The last few months have been a period when so many different emotions have vied for centre stage that I honestly can't say in simple terms how I feel in general terms (yes that is exactly what I mean). Since my wonderful friend died in December after a long and brave battle with cancer, three other people I've known have also died.The inevitable cycles of life and death are always all around us, and of course I've personally lost many people... but for some reason with this particular friend's transition I felt a threshold being crossed. It is the time when we (and I mean in particular myself and my friends of a similar age), really are starting to leave, and I don't mean in a morose or morbid way (because it doesn't in the least feel that way).

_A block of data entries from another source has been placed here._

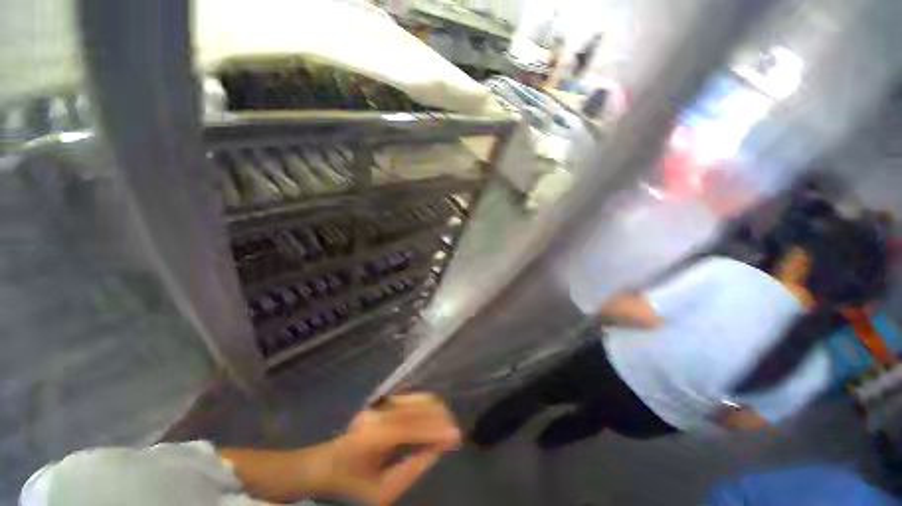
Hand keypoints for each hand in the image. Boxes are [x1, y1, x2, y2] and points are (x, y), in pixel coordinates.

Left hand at [219, 394, 459, 504]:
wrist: (327, 465)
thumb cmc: (352, 485)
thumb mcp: (383, 492)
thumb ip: (412, 469)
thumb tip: (438, 449)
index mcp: (374, 438)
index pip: (412, 427)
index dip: (436, 430)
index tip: (456, 436)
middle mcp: (378, 414)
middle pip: (417, 408)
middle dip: (440, 418)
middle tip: (455, 433)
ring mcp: (379, 405)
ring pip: (417, 399)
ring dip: (436, 410)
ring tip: (448, 425)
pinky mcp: (383, 402)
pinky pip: (412, 399)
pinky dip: (427, 406)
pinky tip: (435, 416)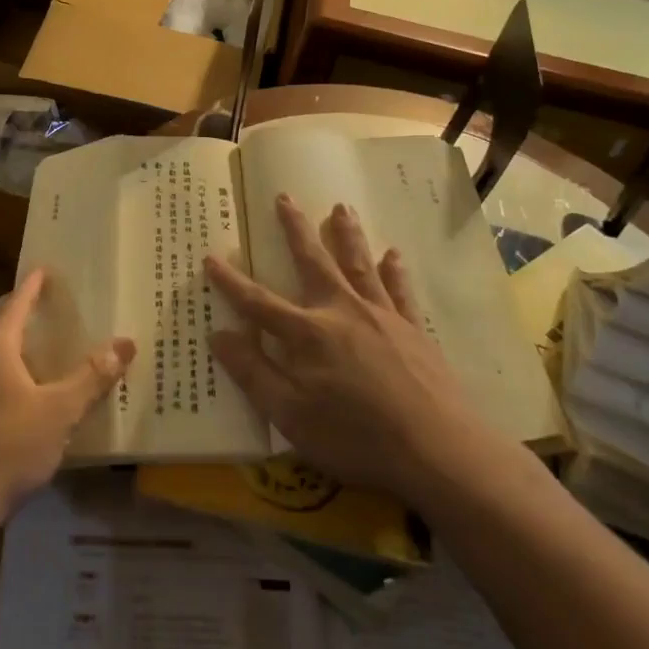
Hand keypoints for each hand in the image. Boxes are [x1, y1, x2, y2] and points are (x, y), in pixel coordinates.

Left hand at [0, 269, 134, 526]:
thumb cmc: (10, 447)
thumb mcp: (60, 412)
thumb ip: (91, 377)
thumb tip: (124, 344)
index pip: (16, 304)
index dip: (33, 286)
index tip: (44, 270)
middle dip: (19, 312)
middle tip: (44, 307)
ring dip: (7, 346)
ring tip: (33, 351)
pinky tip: (12, 395)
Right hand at [205, 196, 509, 504]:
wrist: (438, 451)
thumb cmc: (355, 437)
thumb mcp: (290, 415)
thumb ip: (253, 372)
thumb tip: (218, 334)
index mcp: (308, 334)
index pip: (258, 302)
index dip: (231, 282)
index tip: (210, 257)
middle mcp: (342, 312)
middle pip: (313, 262)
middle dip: (296, 230)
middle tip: (285, 197)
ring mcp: (382, 317)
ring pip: (358, 265)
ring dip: (347, 235)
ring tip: (341, 207)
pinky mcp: (413, 330)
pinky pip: (399, 291)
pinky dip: (394, 271)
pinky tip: (393, 254)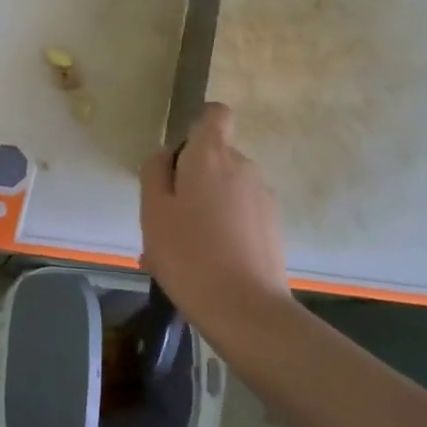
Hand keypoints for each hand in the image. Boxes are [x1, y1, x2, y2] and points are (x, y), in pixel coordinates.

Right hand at [140, 103, 291, 342]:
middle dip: (191, 178)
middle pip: (215, 157)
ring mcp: (263, 197)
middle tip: (166, 218)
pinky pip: (239, 215)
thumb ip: (155, 172)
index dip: (197, 127)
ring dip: (204, 207)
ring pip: (225, 189)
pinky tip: (203, 265)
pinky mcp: (273, 227)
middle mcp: (243, 166)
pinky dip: (222, 229)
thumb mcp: (153, 211)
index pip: (215, 114)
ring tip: (181, 250)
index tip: (179, 158)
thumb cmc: (189, 254)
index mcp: (212, 155)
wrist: (246, 311)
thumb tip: (168, 155)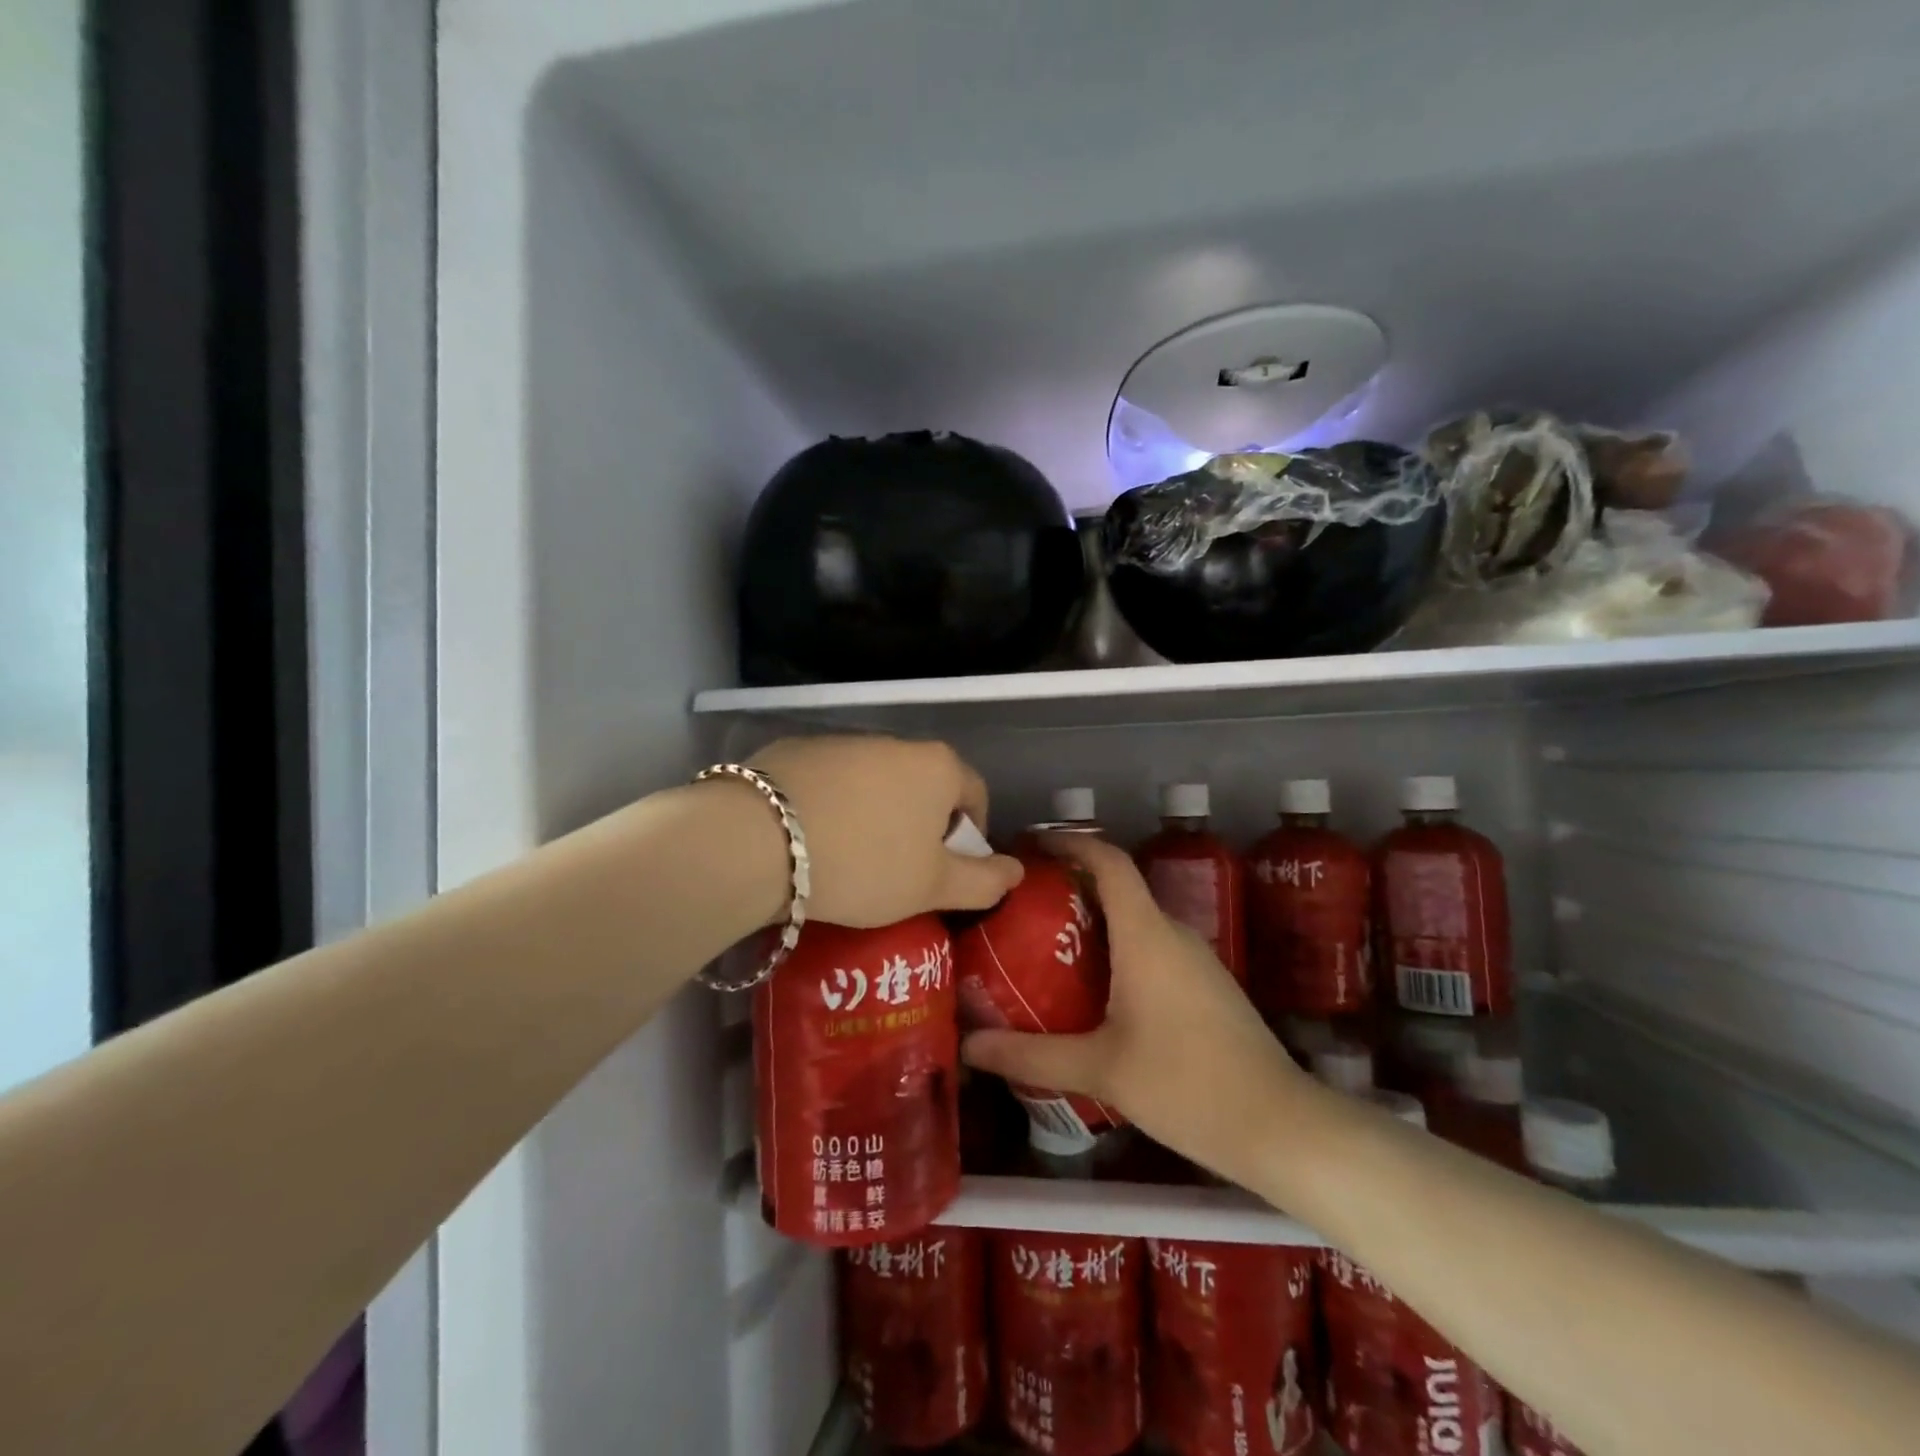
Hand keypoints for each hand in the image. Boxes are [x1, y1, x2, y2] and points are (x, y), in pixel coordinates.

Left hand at [747, 736, 1024, 928]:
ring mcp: (841, 741)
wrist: (757, 841)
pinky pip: (829, 782)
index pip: (975, 795)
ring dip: (873, 815)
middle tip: (898, 872)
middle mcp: (894, 742)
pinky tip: (808, 841)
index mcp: (937, 766)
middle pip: (923, 785)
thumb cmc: (863, 865)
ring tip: (848, 860)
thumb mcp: (932, 886)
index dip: (969, 837)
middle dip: (919, 826)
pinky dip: (830, 806)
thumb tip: (1017, 872)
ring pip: (874, 782)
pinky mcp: (794, 750)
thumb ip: (984, 882)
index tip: (945, 871)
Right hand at [961, 831, 1305, 1186]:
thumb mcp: (1099, 1069)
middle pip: (1118, 889)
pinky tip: (1094, 993)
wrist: (1279, 1127)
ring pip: (1136, 922)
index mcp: (1146, 934)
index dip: (1071, 842)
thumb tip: (969, 1045)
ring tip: (1046, 949)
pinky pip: (1153, 949)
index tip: (1032, 844)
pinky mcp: (1207, 987)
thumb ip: (1030, 1055)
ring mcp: (1196, 960)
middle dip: (1070, 888)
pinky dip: (1118, 952)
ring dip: (1094, 924)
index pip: (1109, 862)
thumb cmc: (1185, 1084)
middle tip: (1021, 908)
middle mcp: (1173, 934)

I just remember when we were all having babies and raising families, or starting careers and journeys, almost everything was about beginnings and birth. But really realising that this present chapter will be one of inevitable and continual goodbyes to absolutely everyone changes life's colours for me. In truth a certain anxiety has dissipated, it really feels like this is it, no need to anxiously look for the perfect career, relationship or place. Of course life is forever renewing itself and full of surprises, but if something doesn't happen, it doesn't mean that some boat was missed. I can't/won't look at life that way.